Seven RCTs (393 patients) were included.
Study quality.
Four of the seven RCTs were rated as low quality. The review found no association between trial quality and results.
Short-term results.
Acupuncture versus waiting list (2 low-quality RCTs): there was limited evidence that acupuncture was more effective than control for pain and function.
Acupuncture versus sham acupuncture (3 high-quality RCTs): there was strong evidence that acupuncture improved knee pain compared with sham acupuncture. There was inconclusive evidence for function. The RCTs did not assess the other outcomes.
Acupuncture versus physical therapy (2 low-quality RCTs): there was inconclusive evidence for acupuncture compared with physical therapy in terms of pain and function. The RCTs did not assess the other outcomes.

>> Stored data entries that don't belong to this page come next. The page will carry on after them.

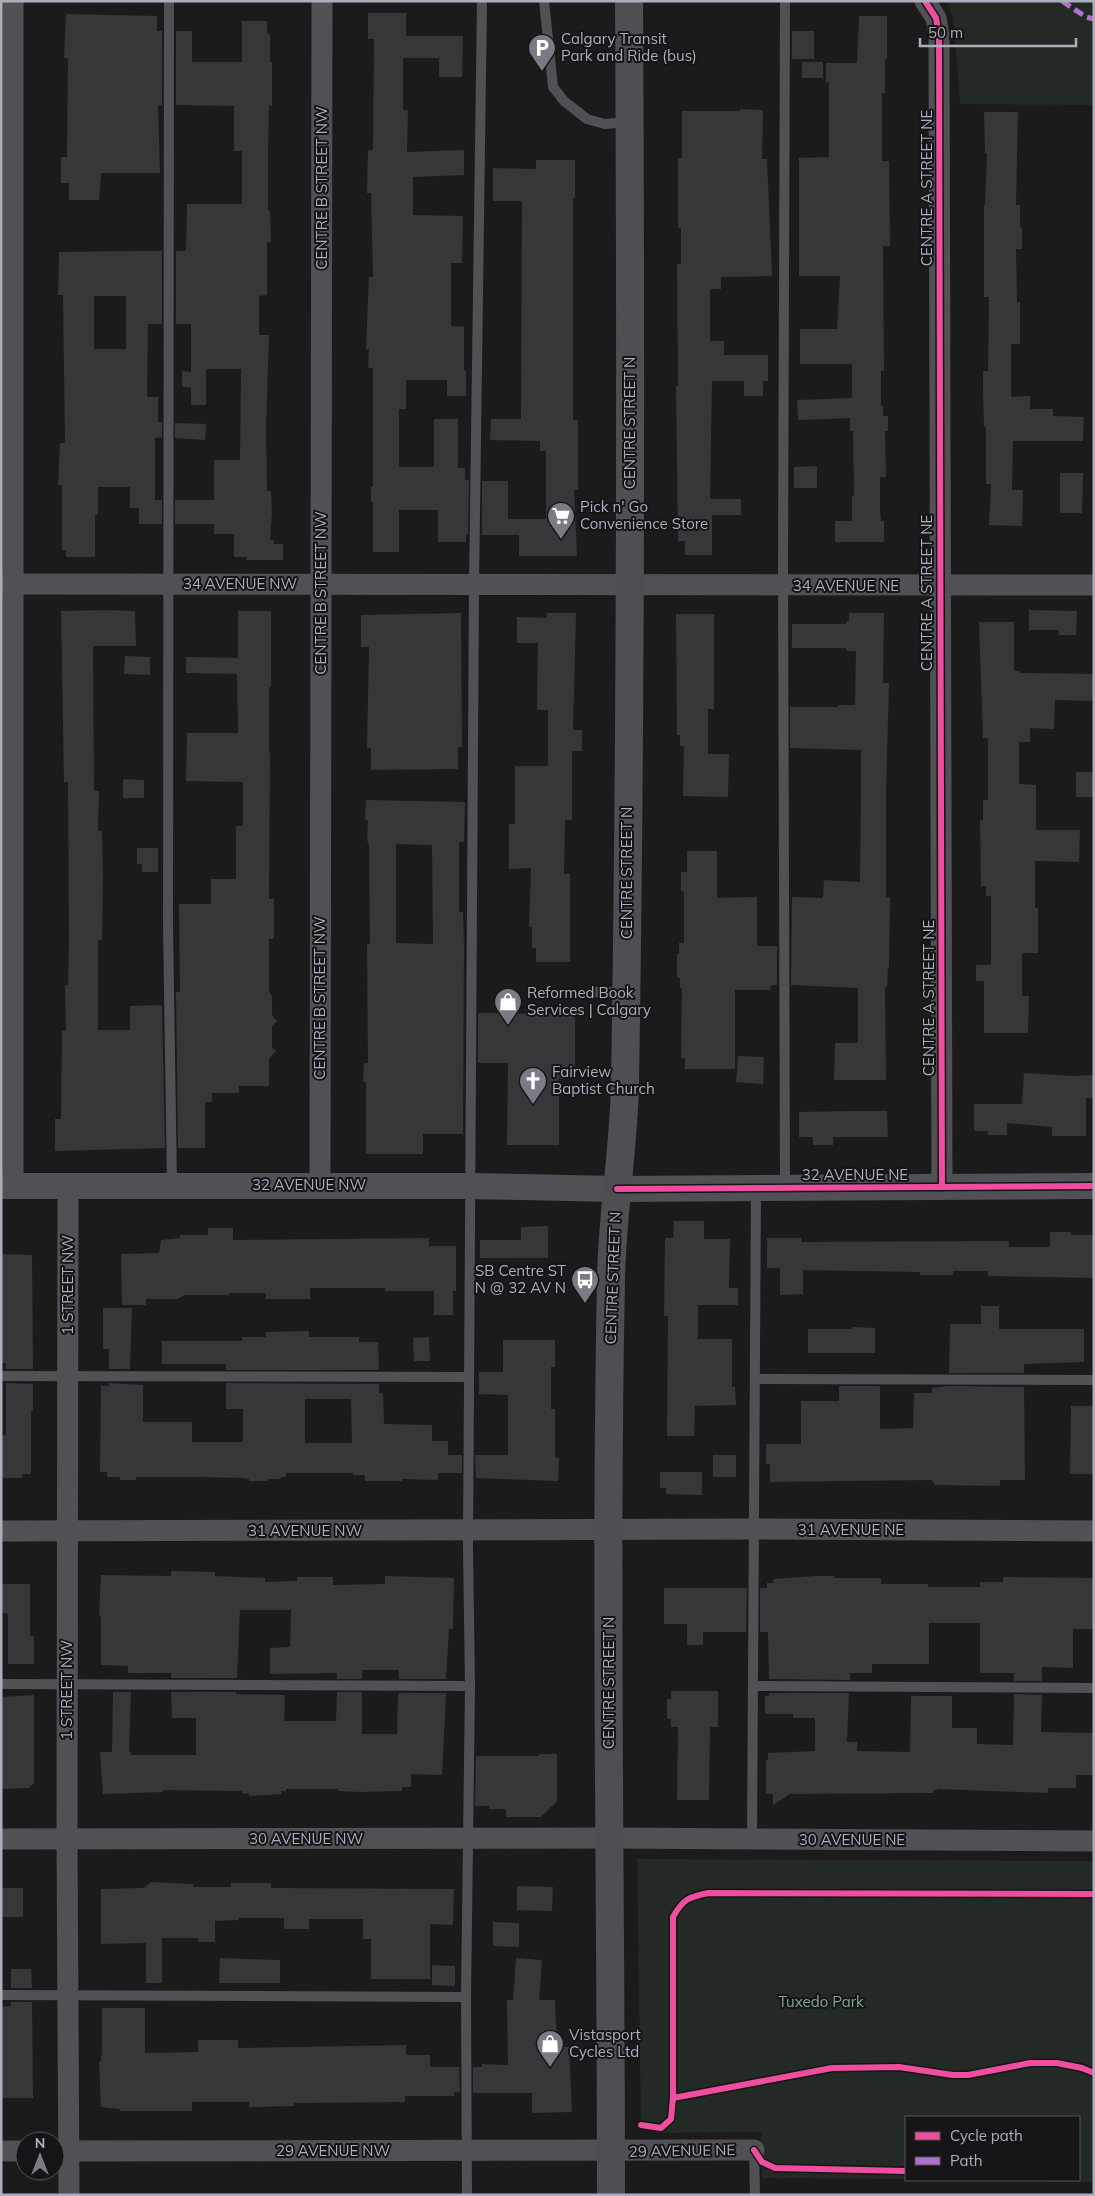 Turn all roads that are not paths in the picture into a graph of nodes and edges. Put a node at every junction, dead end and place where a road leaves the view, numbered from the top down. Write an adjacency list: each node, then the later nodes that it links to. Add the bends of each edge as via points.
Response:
1 (13, 1): 10 (street)
2 (169, 1): 11 (lane)
3 (322, 1): 12 (street, CENTRE B STREET NW)
4 (482, 1): 13 (lane)
5 (544, 1): 9 (lane, via 553,88 587,119 605,124)
6 (629, 1): 9 (main road, CENTRE STREET N)
7 (785, 1): 15 (lane)
8 (925, 2): 16 (street, CENTRE A STREET NE, via 936,18 939,36)
9 (630, 122): 14 (main road, CENTRE STREET N)
10 (7, 584): 11 (street, 34 AVENUE NW); 21 (street)
11 (167, 584): 12 (street, 34 AVENUE NW); 23 (lane)
12 (320, 584): 13 (street, 34 AVENUE NW); 20 (street, CENTRE B STREET NW)
13 (474, 585): 14 (street, 34 AVENUE NW); 24 (lane)
14 (629, 585): 15 (street, 34 AVENUE NE); 19 (main road, CENTRE STREET N)
15 (783, 586): 16 (street, 34 AVENUE NE); 27 (lane)
16 (940, 586): 17 (street, 34 AVENUE NE); 28 (street, CENTRE A STREET NE)
17 (1094, 586)
18 (594, 992): 19 (lane)
19 (626, 992): 29 (main road, CENTRE STREET N, via 625,1090)
20 (320, 1185): 23 (street, 32 AVENUE NW); 24 (street, 32 AVENUE NW)
21 (7, 1186): 22 (street, 32 AVENUE NW)
22 (68, 1186): 23 (street, 32 AVENUE NW); 31 (street, 1 STREET NW)
23 (172, 1186)
24 (470, 1186): 29 (street, 32 AVENUE NW); 32 (lane)
25 (1094, 1186): 28 (street, 32 AVENUE NE)
26 (756, 1187): 27 (street, 32 AVENUE NE); 29 (street, 32 AVENUE NE); 33 (lane)
27 (785, 1187): 28 (street, 32 AVENUE NE)
28 (942, 1187)
29 (617, 1189): 39 (main road, CENTRE STREET N, via 611,1277)
30 (1, 1376): 31 (lane)
31 (68, 1376): 32 (lane); 38 (street, 1 STREET NW)
32 (469, 1377): 36 (lane)
33 (756, 1379): 34 (lane); 35 (lane)
34 (1094, 1380)
35 (755, 1529): 39 (street, 31 AVENUE NE); 40 (street, 31 AVENUE NE); 44 (lane)
36 (469, 1530): 38 (street, 31 AVENUE NW); 39 (street, 31 AVENUE NW); 43 (lane)
37 (1, 1531): 38 (street, 31 AVENUE NW)
38 (67, 1531): 42 (street, 1 STREET NW)
39 (609, 1531): 46 (main road, CENTRE STREET N)
40 (1094, 1531)
41 (1, 1684): 42 (lane)
42 (68, 1684): 43 (lane); 48 (street, 1 STREET NW)
43 (470, 1686): 49 (lane)
44 (754, 1686): 45 (lane); 50 (lane)
45 (1094, 1688)
46 (610, 1838): 49 (street, 30 AVENUE NW); 50 (street, 30 AVENUE NE); 61 (main road, CENTRE STREET N)
47 (1, 1839): 48 (street, 30 AVENUE NW)
48 (67, 1839): 49 (street, 30 AVENUE NW); 53 (street, 1 STREET NW)
49 (467, 1839): 54 (lane)
50 (752, 1840): 51 (street, 30 AVENUE NE)
51 (1094, 1841)
52 (1, 1995): 53 (lane)
53 (69, 1995): 54 (lane); 55 (street, 1 STREET NW)
54 (466, 1997): 60 (lane)
55 (63, 2131)
56 (1, 2150): 57 (street)
57 (15, 2150)
58 (754, 2150): 61 (street, 29 AVENUE NE); 66 (lane)
59 (65, 2151): 60 (street, 29 AVENUE NW)
60 (467, 2152): 61 (street, 29 AVENUE NW); 64 (lane)
61 (610, 2152): 65 (main road, CENTRE STREET N)
62 (65, 2170): 63 (street, 1 STREET NW)
63 (69, 2195)
64 (467, 2195)
65 (610, 2195)
66 (755, 2195)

Adverse effects (2 RCTs): the adverse effects of acupuncture were considered to be relatively mild.
A short duration of disease was associated with a positive outcome for acupuncture.
Acupuncture treatment rating: few RCTs adhered to the guideline criteria for acupuncture treatment described in textbooks. Four of the five RCTs considered to use adequate acupuncture treatment found that acupuncture significantly improved pain compared with control.
Follow-up.
Intermediate follow-up (4 RCTs): two RCTs found that the benefits of acupuncture lessened after one month. One RCT found that the benefit of acupuncture was maintained at 3 months. The results for the fourth RCT were not reported.
Long-term follow-up: none of the RCTs followed all the enrolled patients beyond 3 months.